§ **Items listed in a dataset**:
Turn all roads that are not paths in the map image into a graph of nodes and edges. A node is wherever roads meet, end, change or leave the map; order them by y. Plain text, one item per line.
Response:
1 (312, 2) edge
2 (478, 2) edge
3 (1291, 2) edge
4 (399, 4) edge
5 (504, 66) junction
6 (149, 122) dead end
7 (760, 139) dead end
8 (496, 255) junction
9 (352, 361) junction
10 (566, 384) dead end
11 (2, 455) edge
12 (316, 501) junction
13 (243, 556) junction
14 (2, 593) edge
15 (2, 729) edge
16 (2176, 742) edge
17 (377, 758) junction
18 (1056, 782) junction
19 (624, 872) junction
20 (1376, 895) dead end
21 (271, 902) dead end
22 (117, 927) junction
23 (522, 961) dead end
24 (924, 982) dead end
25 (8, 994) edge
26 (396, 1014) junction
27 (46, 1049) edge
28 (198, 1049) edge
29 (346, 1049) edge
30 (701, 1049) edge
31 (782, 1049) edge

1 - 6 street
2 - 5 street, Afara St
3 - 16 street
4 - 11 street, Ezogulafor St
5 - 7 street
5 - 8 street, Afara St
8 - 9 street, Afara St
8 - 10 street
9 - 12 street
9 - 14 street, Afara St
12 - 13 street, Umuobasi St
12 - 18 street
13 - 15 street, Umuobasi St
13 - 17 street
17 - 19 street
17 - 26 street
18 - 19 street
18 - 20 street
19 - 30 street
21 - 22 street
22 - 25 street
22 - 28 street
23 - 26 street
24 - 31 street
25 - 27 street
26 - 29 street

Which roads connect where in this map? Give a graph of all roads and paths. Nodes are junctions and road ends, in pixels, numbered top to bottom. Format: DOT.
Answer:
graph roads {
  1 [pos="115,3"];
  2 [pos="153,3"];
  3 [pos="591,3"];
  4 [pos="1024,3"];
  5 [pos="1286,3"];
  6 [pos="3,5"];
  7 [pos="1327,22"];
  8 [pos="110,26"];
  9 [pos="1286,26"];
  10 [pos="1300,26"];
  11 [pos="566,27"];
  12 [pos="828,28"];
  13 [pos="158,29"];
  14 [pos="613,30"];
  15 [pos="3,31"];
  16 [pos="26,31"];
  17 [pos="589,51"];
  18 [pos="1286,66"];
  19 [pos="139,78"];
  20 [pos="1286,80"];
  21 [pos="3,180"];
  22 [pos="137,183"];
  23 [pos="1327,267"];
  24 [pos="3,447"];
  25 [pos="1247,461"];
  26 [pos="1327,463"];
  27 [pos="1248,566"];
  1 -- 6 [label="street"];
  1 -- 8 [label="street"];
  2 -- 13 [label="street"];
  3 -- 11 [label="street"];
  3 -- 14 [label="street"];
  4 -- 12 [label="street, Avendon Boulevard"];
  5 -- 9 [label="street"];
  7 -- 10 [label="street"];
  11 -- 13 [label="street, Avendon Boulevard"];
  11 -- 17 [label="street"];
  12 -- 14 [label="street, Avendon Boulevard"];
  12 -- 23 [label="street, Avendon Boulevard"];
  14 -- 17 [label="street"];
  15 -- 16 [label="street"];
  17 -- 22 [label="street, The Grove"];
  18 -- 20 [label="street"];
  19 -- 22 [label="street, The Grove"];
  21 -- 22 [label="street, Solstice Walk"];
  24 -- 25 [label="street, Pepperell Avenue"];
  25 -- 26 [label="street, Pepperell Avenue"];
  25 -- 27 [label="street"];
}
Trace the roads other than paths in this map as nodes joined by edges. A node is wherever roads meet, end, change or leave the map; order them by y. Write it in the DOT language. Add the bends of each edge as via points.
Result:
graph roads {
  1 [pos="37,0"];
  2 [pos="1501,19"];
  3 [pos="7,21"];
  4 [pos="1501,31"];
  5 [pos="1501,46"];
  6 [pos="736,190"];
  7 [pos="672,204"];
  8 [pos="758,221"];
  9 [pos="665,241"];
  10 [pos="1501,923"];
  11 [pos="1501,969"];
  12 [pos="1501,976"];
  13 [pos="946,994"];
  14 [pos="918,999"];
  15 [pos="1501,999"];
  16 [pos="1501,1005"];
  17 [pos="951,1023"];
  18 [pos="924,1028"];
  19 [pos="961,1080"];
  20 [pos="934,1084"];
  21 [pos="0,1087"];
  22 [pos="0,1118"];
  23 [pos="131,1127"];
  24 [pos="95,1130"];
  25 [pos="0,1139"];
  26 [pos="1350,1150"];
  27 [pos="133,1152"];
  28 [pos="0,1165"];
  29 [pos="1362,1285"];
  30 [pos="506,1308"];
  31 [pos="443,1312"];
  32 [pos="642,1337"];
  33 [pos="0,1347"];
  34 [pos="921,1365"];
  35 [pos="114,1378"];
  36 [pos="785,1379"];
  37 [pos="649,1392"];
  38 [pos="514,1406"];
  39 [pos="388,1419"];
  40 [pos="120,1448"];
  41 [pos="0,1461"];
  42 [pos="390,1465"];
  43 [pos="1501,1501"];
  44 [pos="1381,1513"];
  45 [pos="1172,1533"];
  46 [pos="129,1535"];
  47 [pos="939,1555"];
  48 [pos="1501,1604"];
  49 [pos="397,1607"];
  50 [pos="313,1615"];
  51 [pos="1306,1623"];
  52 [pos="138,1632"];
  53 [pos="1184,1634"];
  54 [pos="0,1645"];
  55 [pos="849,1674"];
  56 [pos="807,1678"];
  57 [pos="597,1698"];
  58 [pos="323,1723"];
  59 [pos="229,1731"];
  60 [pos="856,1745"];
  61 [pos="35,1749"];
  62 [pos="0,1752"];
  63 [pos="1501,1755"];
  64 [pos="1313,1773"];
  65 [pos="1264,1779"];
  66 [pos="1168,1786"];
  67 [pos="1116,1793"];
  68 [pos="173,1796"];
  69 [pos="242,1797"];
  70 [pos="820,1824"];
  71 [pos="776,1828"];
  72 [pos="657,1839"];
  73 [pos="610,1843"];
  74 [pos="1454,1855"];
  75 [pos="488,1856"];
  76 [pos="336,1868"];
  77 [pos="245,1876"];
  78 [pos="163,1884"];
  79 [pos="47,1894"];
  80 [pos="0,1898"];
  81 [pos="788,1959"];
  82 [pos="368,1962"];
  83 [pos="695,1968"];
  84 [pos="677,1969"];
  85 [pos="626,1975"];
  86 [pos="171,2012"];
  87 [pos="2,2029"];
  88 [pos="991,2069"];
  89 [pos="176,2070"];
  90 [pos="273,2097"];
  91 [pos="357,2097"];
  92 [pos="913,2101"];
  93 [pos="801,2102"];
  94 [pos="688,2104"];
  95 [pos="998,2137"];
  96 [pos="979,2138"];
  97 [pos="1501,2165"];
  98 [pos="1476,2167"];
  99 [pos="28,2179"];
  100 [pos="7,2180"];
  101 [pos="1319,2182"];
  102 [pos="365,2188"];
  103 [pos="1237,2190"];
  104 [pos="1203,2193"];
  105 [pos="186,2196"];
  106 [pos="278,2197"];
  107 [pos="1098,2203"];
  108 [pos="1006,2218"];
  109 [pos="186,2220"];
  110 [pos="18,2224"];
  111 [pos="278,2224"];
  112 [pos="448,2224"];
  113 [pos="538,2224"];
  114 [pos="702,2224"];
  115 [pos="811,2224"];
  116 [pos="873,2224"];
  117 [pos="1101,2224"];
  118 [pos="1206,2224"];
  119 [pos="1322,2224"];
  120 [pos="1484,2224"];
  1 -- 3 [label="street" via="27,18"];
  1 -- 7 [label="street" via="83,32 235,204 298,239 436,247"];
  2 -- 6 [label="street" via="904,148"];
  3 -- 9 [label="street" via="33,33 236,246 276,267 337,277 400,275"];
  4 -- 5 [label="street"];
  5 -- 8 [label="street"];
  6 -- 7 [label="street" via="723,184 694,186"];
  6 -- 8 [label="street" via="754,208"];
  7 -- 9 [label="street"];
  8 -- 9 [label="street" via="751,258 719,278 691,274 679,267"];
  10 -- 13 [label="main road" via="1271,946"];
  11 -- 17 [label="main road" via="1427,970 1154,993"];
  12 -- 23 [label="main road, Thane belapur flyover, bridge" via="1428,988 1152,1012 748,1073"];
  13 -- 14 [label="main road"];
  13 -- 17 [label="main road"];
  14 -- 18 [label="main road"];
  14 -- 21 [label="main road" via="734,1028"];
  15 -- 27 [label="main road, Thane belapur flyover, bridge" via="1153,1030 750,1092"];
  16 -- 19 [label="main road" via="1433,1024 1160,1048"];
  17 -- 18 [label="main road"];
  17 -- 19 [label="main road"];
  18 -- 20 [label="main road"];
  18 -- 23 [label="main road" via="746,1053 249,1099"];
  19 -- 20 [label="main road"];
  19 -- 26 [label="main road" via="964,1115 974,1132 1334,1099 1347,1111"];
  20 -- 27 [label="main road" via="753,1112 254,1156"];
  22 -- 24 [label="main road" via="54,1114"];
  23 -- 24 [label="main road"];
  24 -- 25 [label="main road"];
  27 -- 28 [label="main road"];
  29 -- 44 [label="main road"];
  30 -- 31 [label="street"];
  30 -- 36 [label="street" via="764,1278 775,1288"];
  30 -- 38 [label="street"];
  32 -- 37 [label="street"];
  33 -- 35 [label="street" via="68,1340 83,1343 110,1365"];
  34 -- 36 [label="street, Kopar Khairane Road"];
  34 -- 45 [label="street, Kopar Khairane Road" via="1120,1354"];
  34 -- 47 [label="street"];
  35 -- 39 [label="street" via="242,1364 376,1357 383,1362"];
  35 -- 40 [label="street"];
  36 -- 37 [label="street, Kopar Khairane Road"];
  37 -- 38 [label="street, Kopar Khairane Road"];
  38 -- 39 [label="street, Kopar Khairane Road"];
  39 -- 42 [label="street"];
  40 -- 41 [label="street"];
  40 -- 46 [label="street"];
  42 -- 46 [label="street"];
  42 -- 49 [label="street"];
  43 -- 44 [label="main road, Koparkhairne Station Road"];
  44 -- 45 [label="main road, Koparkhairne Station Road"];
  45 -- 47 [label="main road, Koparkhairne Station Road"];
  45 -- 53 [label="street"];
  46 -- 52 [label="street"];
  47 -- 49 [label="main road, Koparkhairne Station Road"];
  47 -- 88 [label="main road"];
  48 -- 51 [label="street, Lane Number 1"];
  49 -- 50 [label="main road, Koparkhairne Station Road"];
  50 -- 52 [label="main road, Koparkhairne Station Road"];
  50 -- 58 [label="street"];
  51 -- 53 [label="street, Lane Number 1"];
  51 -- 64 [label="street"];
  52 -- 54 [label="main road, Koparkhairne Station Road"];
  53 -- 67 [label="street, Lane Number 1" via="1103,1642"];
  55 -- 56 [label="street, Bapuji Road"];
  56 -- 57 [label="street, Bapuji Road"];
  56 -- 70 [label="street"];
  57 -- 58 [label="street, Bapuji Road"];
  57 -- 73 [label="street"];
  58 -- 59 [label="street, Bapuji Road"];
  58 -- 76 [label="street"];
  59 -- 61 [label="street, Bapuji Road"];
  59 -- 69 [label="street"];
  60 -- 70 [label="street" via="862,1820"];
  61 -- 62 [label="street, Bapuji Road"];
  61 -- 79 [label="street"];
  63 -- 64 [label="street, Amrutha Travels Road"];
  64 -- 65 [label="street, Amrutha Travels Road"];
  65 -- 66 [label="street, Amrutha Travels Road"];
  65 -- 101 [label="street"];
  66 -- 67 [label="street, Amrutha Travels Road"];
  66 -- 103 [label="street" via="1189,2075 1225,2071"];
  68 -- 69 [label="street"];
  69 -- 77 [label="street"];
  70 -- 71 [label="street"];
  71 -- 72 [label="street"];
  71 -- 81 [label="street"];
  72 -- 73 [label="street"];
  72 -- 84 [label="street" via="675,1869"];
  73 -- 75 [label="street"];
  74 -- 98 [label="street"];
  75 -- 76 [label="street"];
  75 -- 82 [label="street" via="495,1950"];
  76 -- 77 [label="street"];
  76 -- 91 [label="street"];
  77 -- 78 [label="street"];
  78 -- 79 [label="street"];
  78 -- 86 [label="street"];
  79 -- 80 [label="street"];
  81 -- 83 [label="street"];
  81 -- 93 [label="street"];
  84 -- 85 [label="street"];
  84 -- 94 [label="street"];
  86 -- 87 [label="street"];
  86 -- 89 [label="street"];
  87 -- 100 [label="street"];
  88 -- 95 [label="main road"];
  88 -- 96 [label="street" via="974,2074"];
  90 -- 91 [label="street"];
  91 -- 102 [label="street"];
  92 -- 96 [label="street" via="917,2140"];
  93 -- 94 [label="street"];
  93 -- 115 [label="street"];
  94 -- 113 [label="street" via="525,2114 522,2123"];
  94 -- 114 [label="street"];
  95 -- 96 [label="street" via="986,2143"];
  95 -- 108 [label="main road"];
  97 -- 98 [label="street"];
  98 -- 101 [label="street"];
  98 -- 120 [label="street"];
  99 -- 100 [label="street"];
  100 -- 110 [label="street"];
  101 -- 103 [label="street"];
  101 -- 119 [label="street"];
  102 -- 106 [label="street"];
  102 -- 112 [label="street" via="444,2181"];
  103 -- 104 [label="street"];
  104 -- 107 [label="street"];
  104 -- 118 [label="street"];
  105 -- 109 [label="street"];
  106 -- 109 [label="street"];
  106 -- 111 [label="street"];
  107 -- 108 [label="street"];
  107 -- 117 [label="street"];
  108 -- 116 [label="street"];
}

§ **Description of the task**:
Return, exactly, the lines from the first line of the records above to the line containing "Which roads connect", both included.

§ **The completed task**:
Turn all roads that are not paths in the map image into a graph of nodes and edges. A node is wherever roads meet, end, change or leave the map; order them by y. Plain text, one item per line.
Response:
1 (312, 2) edge
2 (478, 2) edge
3 (1291, 2) edge
4 (399, 4) edge
5 (504, 66) junction
6 (149, 122) dead end
7 (760, 139) dead end
8 (496, 255) junction
9 (352, 361) junction
10 (566, 384) dead end
11 (2, 455) edge
12 (316, 501) junction
13 (243, 556) junction
14 (2, 593) edge
15 (2, 729) edge
16 (2176, 742) edge
17 (377, 758) junction
18 (1056, 782) junction
19 (624, 872) junction
20 (1376, 895) dead end
21 (271, 902) dead end
22 (117, 927) junction
23 (522, 961) dead end
24 (924, 982) dead end
25 (8, 994) edge
26 (396, 1014) junction
27 (46, 1049) edge
28 (198, 1049) edge
29 (346, 1049) edge
30 (701, 1049) edge
31 (782, 1049) edge

1 - 6 street
2 - 5 street, Afara St
3 - 16 street
4 - 11 street, Ezogulafor St
5 - 7 street
5 - 8 street, Afara St
8 - 9 street, Afara St
8 - 10 street
9 - 12 street
9 - 14 street, Afara St
12 - 13 street, Umuobasi St
12 - 18 street
13 - 15 street, Umuobasi St
13 - 17 street
17 - 19 street
17 - 26 street
18 - 19 street
18 - 20 street
19 - 30 street
21 - 22 street
22 - 25 street
22 - 28 street
23 - 26 street
24 - 31 street
25 - 27 street
26 - 29 street

Which roads connect where in this map? Give a graph of all roads and paths. Nodes are junctions and road ends, in pixels, numbered top to bottom. Format: DOT.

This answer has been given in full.